Safe smoking and tobacco industry funding of genetic research

Tuesday, 29 June, 2010

A study by US researchers published in Addiction and a report by GeneWatch UK both detail tobacco industry funding of genetic research. Experienced observers of the tobacco industry believe the research could be used by the industry to shift responsibility for cancer from smoking to an individual’s genetic make-up.

Analysis of internal tobacco industry documents by the authors of the Addiction study uncovered extensive information describing industry interest in genetic research beginning in the 1960s. To counter growing evidence that smoking caused cancer, industry consultants argued that individual genetic constitution was a plausible alternative explanation for cancer among smokers.

The tobacco industry subsequently funded research to determine whether genes could affect an individual’s risk for lung cancer, and influence whether an individual would become addicted to nicotine.

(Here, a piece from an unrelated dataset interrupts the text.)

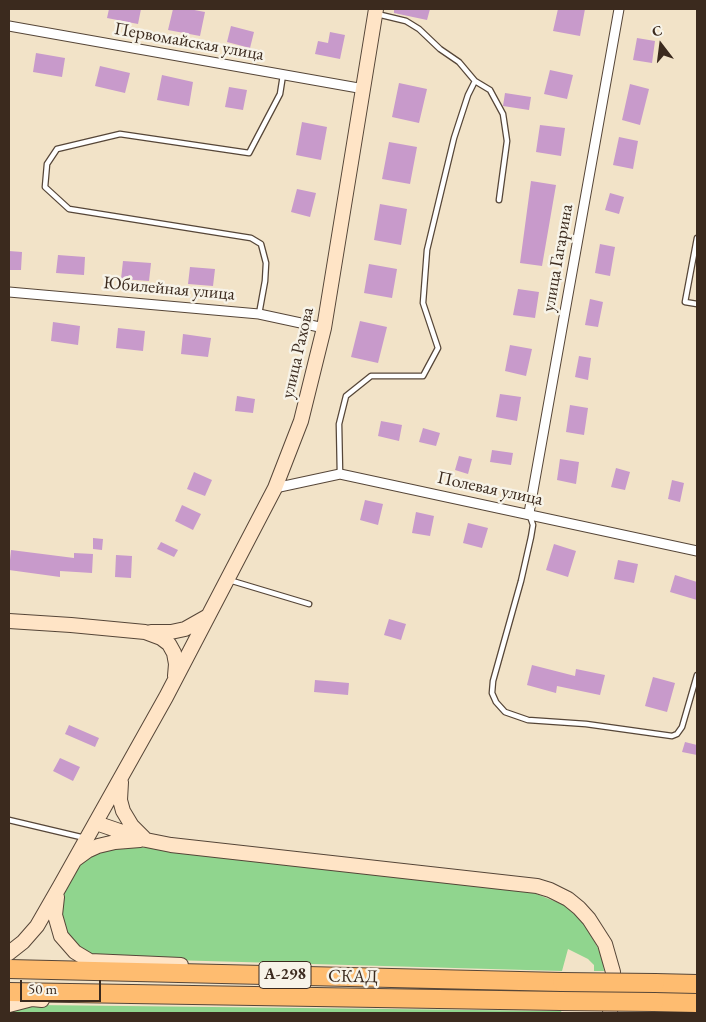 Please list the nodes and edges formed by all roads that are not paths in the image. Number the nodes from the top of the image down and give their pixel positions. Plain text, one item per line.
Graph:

Advances in behavioural genetics in the 1970s presented new potential opportunities for the tobacco industry to find evidence for its argument that individual proneness to cancer was a more viable cause than smoking, and that genetic constitution played a role in nicotine dependence.

The authors state that as the tobacco industry modifies its long-standing denial that nicotine is addictive, it may turn its attention from researching and promoting a ‘safe cigarette’ to identifying a ‘safe smoker’, in an attempt to deflect responsibility from its products onto individuals’ genetic constitutions.

In its June 2010 report, GENEwatch UK argues that the tobacco industry, along with the pharmaceutical and food industries, has promoted genome wide screening to predict individuals’ future health with the aims of encouraging healthy people to take drugs and absolving purveyors of unhealthy products that responsibility for poor health lies with the consumer.

The report dismisses claims that human genome sequencing is useful in predicting development of common diseases. It argues that it originated from “spurious findings published by tobacco-funded scientists”.

GeneWatch Director Dr Helen Wallace said that “the tentacles of the tobacco industry infiltrated top scientific institutions on both sides of the Atlantic, promoting a false story that smokers’ risk of lung cancer and likelihood of smoking are both in their DNA. Leading scientists endorsed the hunt for genes that don’t exist, creating a vast gravy train of funding for the human genome and a false message about cancer in the press.

“Having your genome sequenced is not good for your health: the big risks for most diseases are not inside your genes but in the world outside.”

The potential health risks of public misconceptions regarding unhealthy behaviours and genetic predisposition were suggested in Australian research in self-exempting beliefs published in 2004. A survey of 802 adults, either current smokers or recent quitters, found one in seven thought they had ‘good genes’ that allowed them to smoke without harm.

The fallacy of this way of thinking was explained by Professor Wayne Hall from the University of Queensland in an article in PLoS Medicine in 2004. He explained that it was highly likely that nearly all smokers would be at increased genetic risk of at least one of the many diseases that smoking caused.